Corallo arancione, torna a vivere nei fondali di Bagnoli

Corallo arancione, una immagine realistica generata con Dall-E

Un risultato storico: il corallo arancione (Astroides calycularis) sopravvive, cresce e si riproduce a Bagnoli grazie alla ricerca Unisalento

di Antonio Portolano

Il ritorno del corallo arancione nel Golfo di Napoli

Il restauro degli ecosistemi marini registra un risultato di grande rilievo: la madrepora arancione del Mediterraneo, Astroides calycularis, torna a vivere nei fondali di Bagnoli, uno dei luoghi simbolo dell’inquinamento industriale italiano. Per la prima volta, una ricerca scientifica dimostra che questa specie endemica può sopravvivere, crescere e riprodursi anche in un’area costiera ancora fortemente degradata, offrendo nuove opportunità per il recupero degli habitat mediterranei.
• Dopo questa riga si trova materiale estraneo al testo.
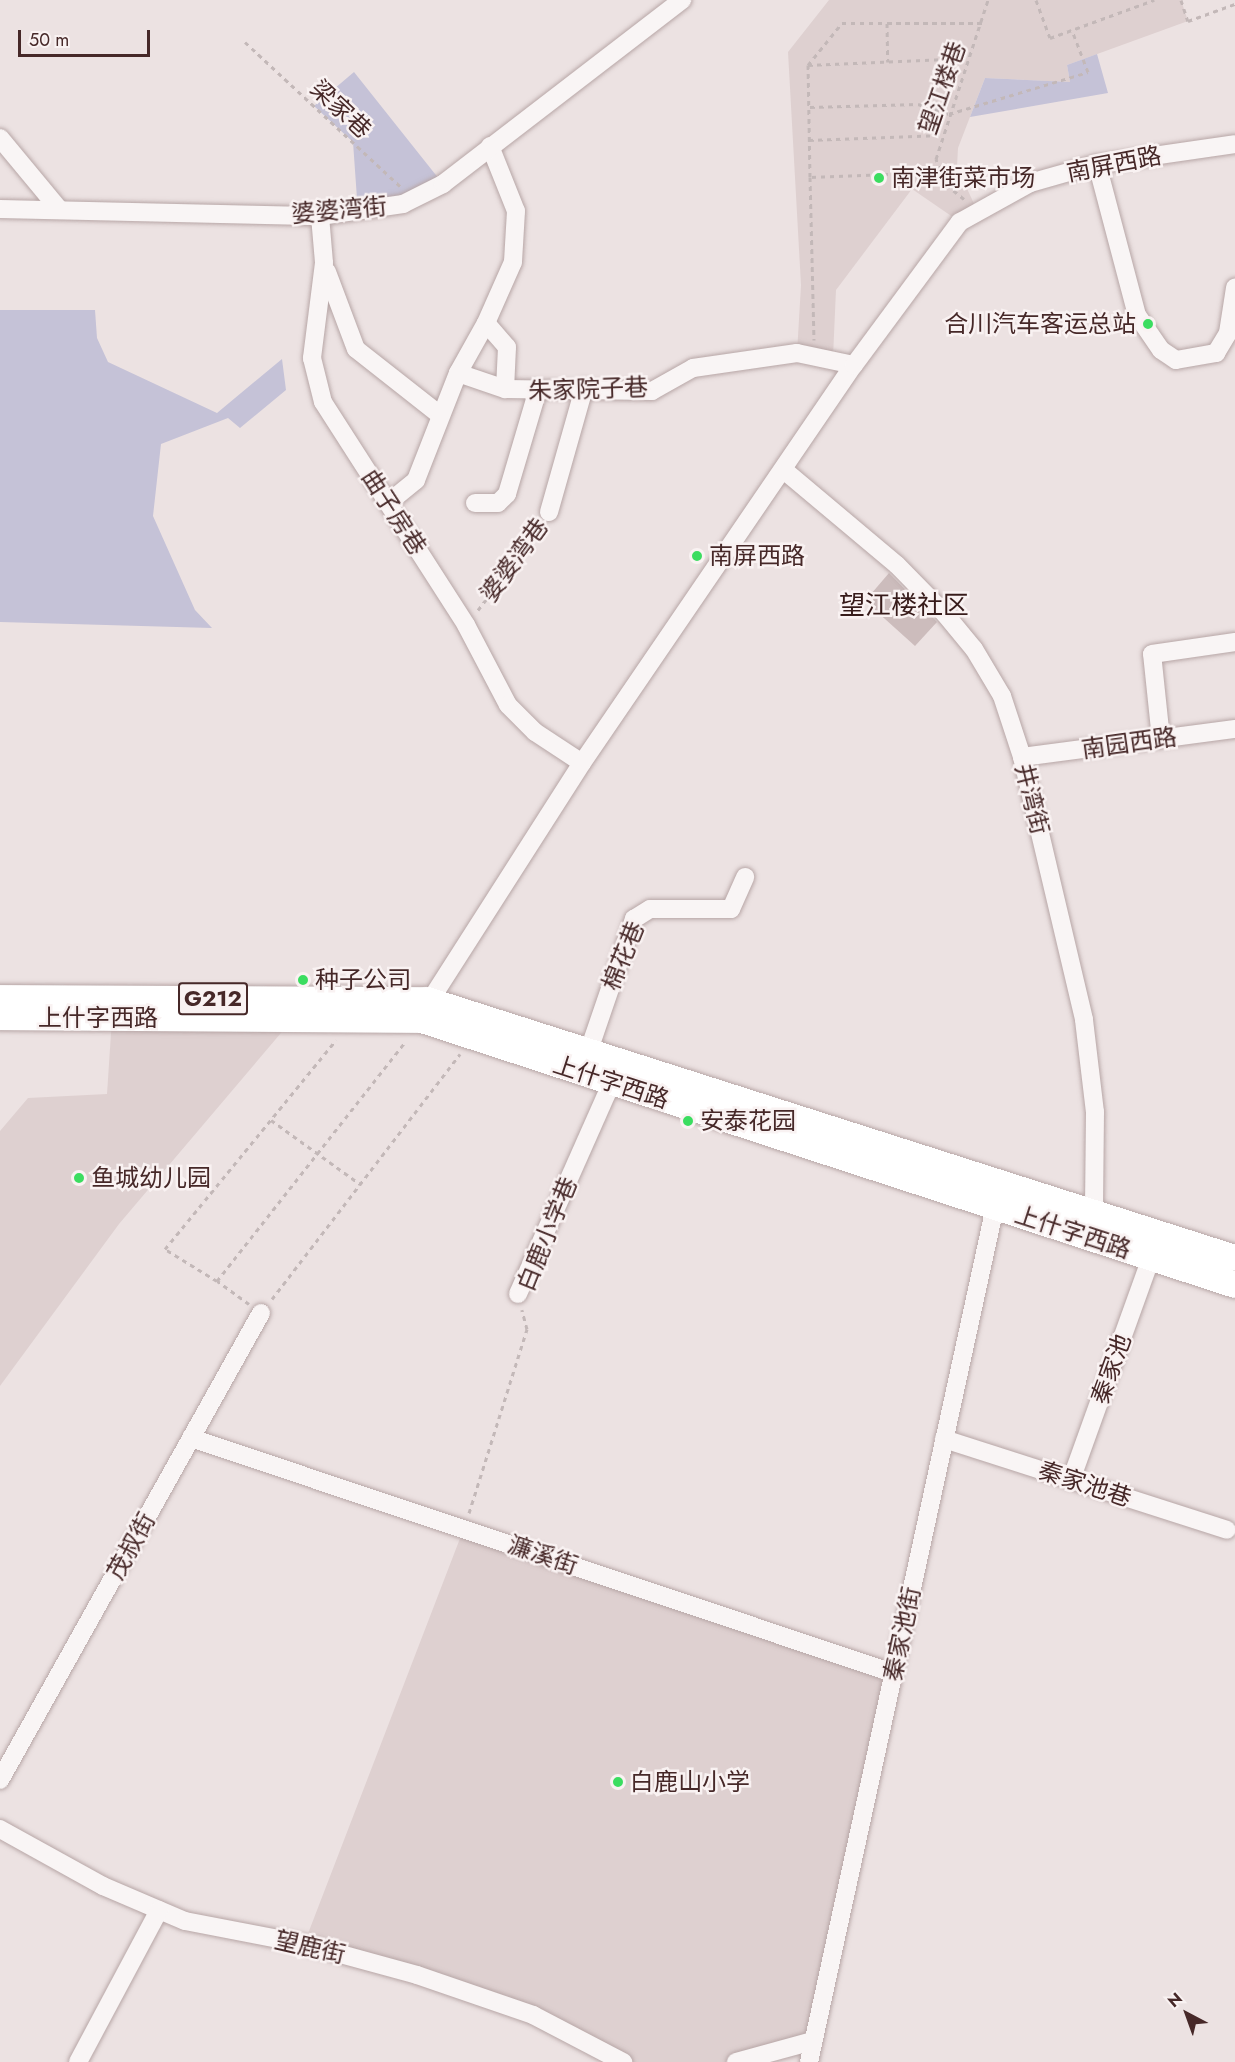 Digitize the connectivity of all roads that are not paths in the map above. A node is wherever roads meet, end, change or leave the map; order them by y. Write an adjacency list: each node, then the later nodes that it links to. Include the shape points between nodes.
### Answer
1 (682, 0): 4 (street, 婆婆湾街)
2 (0, 138): 7 (street)
3 (1235, 144): 5 (street, 南屏西路)
4 (490, 146): 8 (street, 婆婆湾街, via 415,199); 11 (street, via 512,193 516,240 513,262)
5 (1097, 164): 10 (street, via 1137,315 1161,350 1176,360 1216,353 1228,333); 12 (street, 南屏西路, via 1030,183 976,208 960,222)
6 (0, 209): 7 (street, 婆婆湾街)
7 (59, 209): 8 (street, 婆婆湾街)
8 (320, 216): 9 (street, 曲子房巷)
9 (324, 263): 17 (street, via 356,349); 19 (street, 曲子房巷, via 312,358 315,381)
10 (1235, 288)
11 (486, 323): 13 (street); 15 (street, 朱家院子巷, via 507,347)
12 (854, 365): 14 (street, 朱家院子巷, via 815,353 693,368 652,390); 18 (street, 南屏西路)
13 (458, 373): 15 (street); 17 (street)
14 (584, 388): 16 (street, 朱家院子巷); 21 (street, 婆婆湾巷)
15 (505, 390): 16 (street, 朱家院子巷)
16 (537, 393): 20 (street, via 507,494 498,503)
17 (440, 415): 19 (street, via 416,480)
18 (785, 471): 25 (street, 井湾街, via 897,565 974,649 1002,696); 26 (street, 南屏西路)
19 (388, 503): 26 (street, 曲子房巷, via 466,625 508,705 535,732)
20 (474, 503)
21 (549, 512)
22 (1235, 642): 24 (street, via 1152,654)
23 (1235, 729): 24 (street, 南园西路)
24 (1161, 739): 25 (street, 南园西路)
25 (1022, 757): 34 (street, 井湾街, via 1084,1020 1095,1112)
26 (582, 763): 29 (street, 南屏西路)
27 (745, 877): 31 (street, 棉花巷, via 731,909 641,912 631,925)
28 (0, 998): 29 (highway, 上什字西路 / G212)
29 (424, 1010): 30 (highway, 上什字西路 / G212, via 353,1020); 31 (highway, 上什字西路 / G212); 32 (highway, 上什字西路 / G212, via 472,1037)
30 (0, 1017)
31 (588, 1053): 34 (highway, 上什字西路 / G212)
32 (612, 1082): 33 (highway, 上什字西路 / G212); 38 (street, 白鹿小学巷)
33 (995, 1207): 35 (highway, 上什字西路 / G212); 41 (street, 秦家池街)
34 (1094, 1216): 36 (highway, 上什字西路 / G212)
35 (1151, 1258): 37 (highway, 上什字西路 / G212); 42 (street, 秦家池)
36 (1235, 1258)
37 (1235, 1285)
38 (518, 1294)
39 (261, 1313): 40 (street, 茂叔街)
40 (191, 1438): 44 (street, 濂溪街); 45 (street, 茂叔街)
41 (944, 1439): 42 (street, 秦家池巷); 44 (street, 秦家池街)
42 (1071, 1480): 43 (street, 秦家池巷)
43 (1227, 1530)
44 (893, 1673): 48 (street, 秦家池街)
45 (0, 1780)
46 (0, 1829): 47 (street, 望鹿街)
47 (159, 1910): 49 (street); 50 (street, 望鹿街, via 185,1922 304,1944 417,1975 533,2015)
48 (813, 2041): 51 (street); 52 (street, 秦家池街)
49 (78, 2062)
50 (623, 2062)
51 (736, 2062)
52 (809, 2062)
Luigi Musco, professore di Zoologia all’Università del Salento a Bagnoli

Il progetto è stato coordinato da Luigi Musco, professore di Zoologia dell’Università del Salento, in collaborazione con la Stazione Zoologica Anton Dohrn e l’Università Federico II di Napoli. Il team ha recuperato 88 colonie di Astroides calycularis naturalmente cadute nei fondali del Golfo di Napoli e le ha trapiantate nel Sito di Interesse Nazionale Bagnoli-Coroglio, un’area dove la specie era presente almeno fino al 1946, prima dell’impatto delle attività industriali.

Quattro anni di monitoraggio: un successo oltre le aspettative

Le colonie trapiantate sono state osservate per quattro anni, con risultati sorprendenti: quasi un terzo è sopravvissuto, raddoppiando il numero di polipi e triplicando la superficie occupata. Il dato più significativo è la riproduzione, con la nascita di nuove giovani colonie in un ambiente che, fino a oggi, si riteneva troppo ostile per la rigenerazione naturale.

La prima autrice della ricerca, la giovane ricercatrice Francesca Necci del Dipartimento di Scienze e Tecnologie Biologiche e Ambientali dell’Università del Salento, spiega: «Il successo del trapianto mostra il potenziale della specie come strumento di riqualificazione ecologica, offrendo un modello replicabile anche in altri siti mediterranei in difficoltà».

Il professor Luigi Musco aggiunge: «I risultati dimostrano che il corallo non solo resiste, ma può contribuire a ricostruire habitat complessi anche in zone non ancora bonificate». Una riflessione che apre nuovi scenari per gli interventi di restauro marino in aree costiere degradate.

Un fondale marino ripopolato di coralli arancioni, immagine realistica generata con Dall-E

Perché Bagnoli è un caso simbolico

Il Sito di Interesse Nazionale di Bagnoli-Coroglio è uno dei territori più compromessi dalla storia industriale italiana. Per decenni, la produzione siderurgica ha modificato profondamente la qualità dei fondali, causando la scomparsa di molte specie marine. Per questo motivo, il successo dell’esperimento rappresenta una prova concreta che la rigenerazione degli ecosistemi marini può procedere anche prima di una bonifica totale.

La ricerca è nata nell’ambito del progetto ABBaCo ed è stata portata avanti grazie al supporto del National Biodiversity Future Center (NBFC) finanziato dal PNRR, che sostiene iniziative legate allo studio e alla tutela della biodiversità italiana. La pubblicazione sulla rivista internazionale Marine Environmental Research conferma la rilevanza scientifica del risultato.

Il professor Luigi Musco e la ricercatrice Francesca Necci

Un modello per il futuro del restauro marino

Il ritorno di Astroides calycularis nei fondali di Bagnoli suggerisce un nuovo approccio alla gestione degli habitat degradati: intervenire direttamente sulla biodiversità può accelerare i processi di recupero, anche in condizioni ambientali complesse. Questo studio offre quindi un modello replicabile, utile per le strategie di ripristino ecologico del Mediterraneo e per la definizione di politiche di tutela più efficaci.